Let me do explain what I understood
With routed provider network I can use a single provider network to
represent multiple l2 networks.
For example use case 1:
Compute node A on vlan 100.
Compute node B on vlan 100.
I can create more then one segments on vlan 100 with different cidr.
Segment 1 with 192.168.100.0/24.
Segment 2 with 192.168.101.0/24
Use case case 2:
I can also have nodes on different vlan and using aggregates to address
vm on compute nodes depending on ip address.
Compute node A and B on vlan 100.
Compute node C and D on vlan 101.
Vm on segments belonging to vlan 100 are addressed on Cimpute node A or B.
Vm on segments belonging to vlan 101 are addressed on compute node C or D.
In both use case phisical router must be configured because openstack
virtual router cannot be used.
Please, let me know if I undertood well.
Ignazio
Il Mer 27 Lug 2022, 16:50 Miguel Lavalle <miguel at mlavalle.com> ha scritto:
> Ignazio,
>
> You might find the following two presentations useful to understand what
> segments are and how they are used in routed networks:
>
>
> https://www.openstack.org/videos/summits/austin-2016/mapping-real-networks-to-physical-networks-segments-and-logical-networks-in-neutron
>
> https://www.openstack.org/videos/summits/barcelona-2016/scaling-up-openstack-networking-with-routed-networks
>
> And to summarize what you will find in those presentations:
>
> 1) A segment is a single L2 broadcast domain, be it a vlan or a vxlan or
> any other way to realize a L2 broadcast domain in the networking fabric.
> 2) A Neutron network can be created stitching together 1 or several
> segments. If after putting several segments together in a Neutron network
> they become a single L2 broadcast domain (i.e. they are stitched together
> via switching) then you have a multi-segment Neutron network. However ....
> 3) If the segments in a Neutron network are stitched together with L3
> routers, then you have a routed provider network. In such networks, each
> segment is a separate L2 broadcast domain, which should provide higher
> levels of scalability
> 4) To better understand the terminology, you may also find it useful to
> understand the distinction between "provider networks" and "tenant
> networks". A provider network is one that was mapped explicitly at creation
> by a cloud admin to specific segments, most likely to achieve certain
> performance / scalability goals. A tenant network is one for which, at
> creation, Neutron assigned automatically a segment
>
> Best regards
>
> Miguel
>
> On Wed, Jul 27, 2022 at 3:01 AM Ignazio Cassano <ignaziocassano at gmail.com>
> wrote:
>
>> Hello, thanks for your reply.
>> The segment id is the vlan id (in your example 101) ?
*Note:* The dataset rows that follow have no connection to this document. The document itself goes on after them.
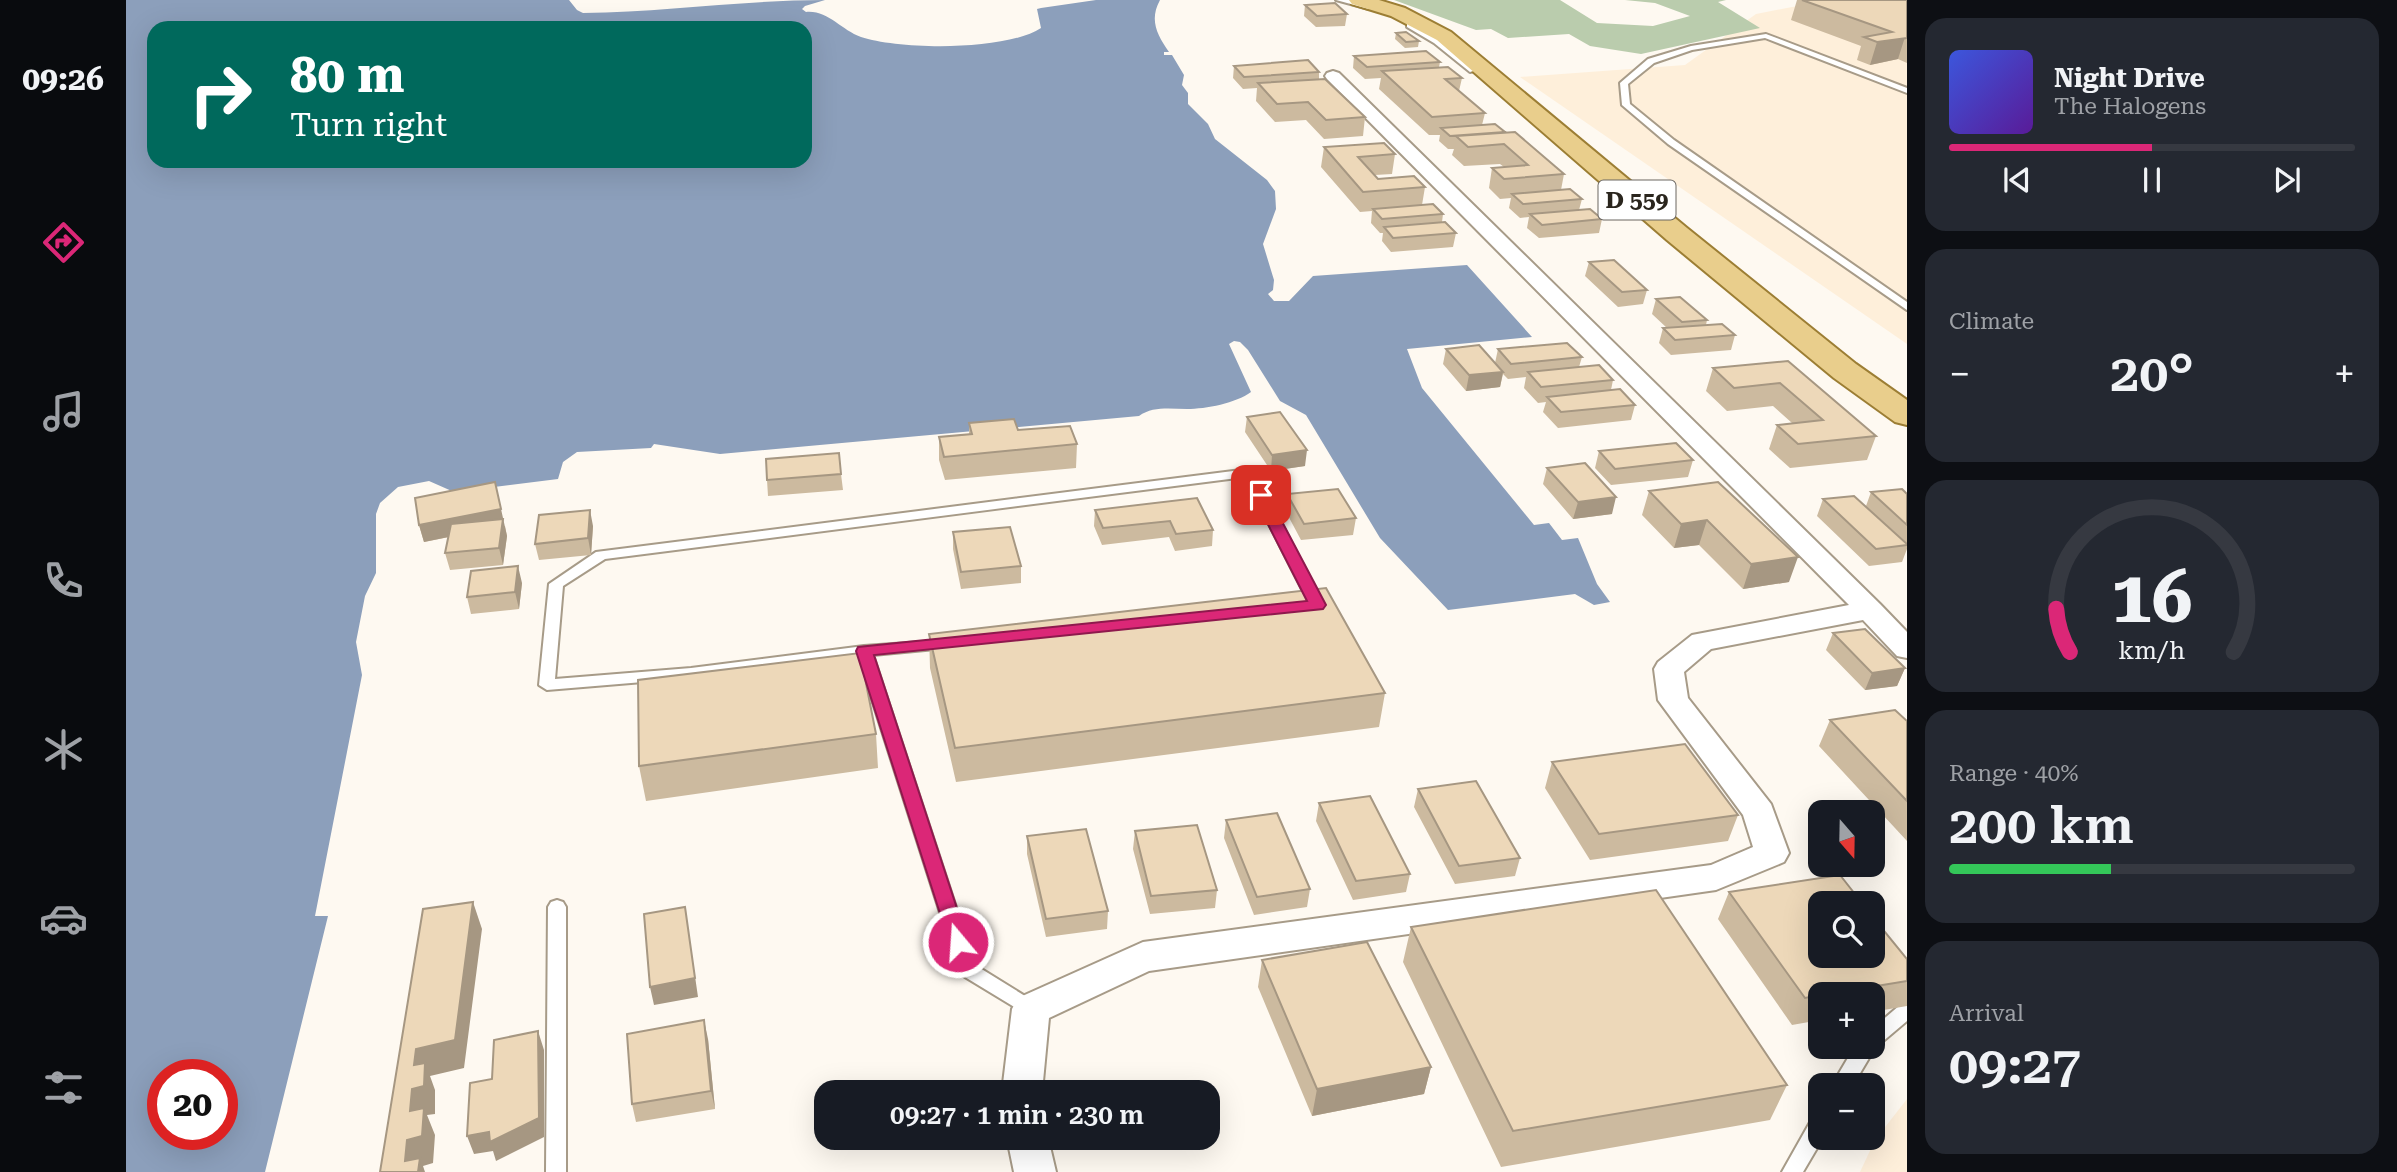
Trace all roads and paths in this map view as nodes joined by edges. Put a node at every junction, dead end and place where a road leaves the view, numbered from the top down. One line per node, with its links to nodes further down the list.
1 (1340, 0): 6 (lane)
2 (1359, 0): 6 (main road, D 559)
3 (1384, 0): 8 (main road, D 559)
4 (1333, 76): 11 (street)
5 (1907, 91): 7 (lane)
6 (1525, 104): 9 (main road, D 559)
7 (1907, 307)
8 (1907, 392)
9 (1907, 415)
10 (1304, 607): 14 (lane)
11 (1870, 610): 13 (street); 16 (street)
12 (960, 641): 14 (lane)
13 (1907, 649)
14 (864, 651): 16 (lane)
15 (558, 907): 22 (lane)
16 (1031, 1009): 19 (street)
17 (1907, 1010): 18 (lane)
18 (1885, 1029)
19 (1023, 1080)
20 (1808, 1144): 24 (lane)
21 (1030, 1150): 23 (street)
22 (556, 1172)
23 (1035, 1172)
24 (1792, 1172)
>> My understanding is that some compute nodes in a rack are connected to a
>> vlan, and other on another vlan.
>> Then I can create a network (segmentation1) and scheduler put the vm on
>> the compute node where vlan is present.
>> So for users exists only segmentaion1 network and they do not know it is
>> splitted in more vlans.
>> Is it correct ?
>> Ignazio
>>
>> Il giorno mer 27 lug 2022 alle ore 09:27 Lajos Katona <
>> katonalala at gmail.com> ha scritto:
>>
>>> Hi,
>>> I suppose you referenced this document:
>>>
>>> https://docs.openstack.org/neutron/latest/admin/config-routed-networks.html
>>>
>>> In Neutron terminology segments appear on different layers, on the API a
>>> segment is a network type / seg. id / phys-net / net uuid tuple (see [1]).
>>> What is interesting here that this segment has to be a representation on
>>> the compute where l2-agent (ovs-agent) can know which segment is the one it
>>> can bind ports.
>>> That cfg option is in ml2_conf.ini, and bridge_mappings, where the
>>> admin/deployer can state which bridge (like br-ex) is connected to which
>>> provider network (out of Openstack's control).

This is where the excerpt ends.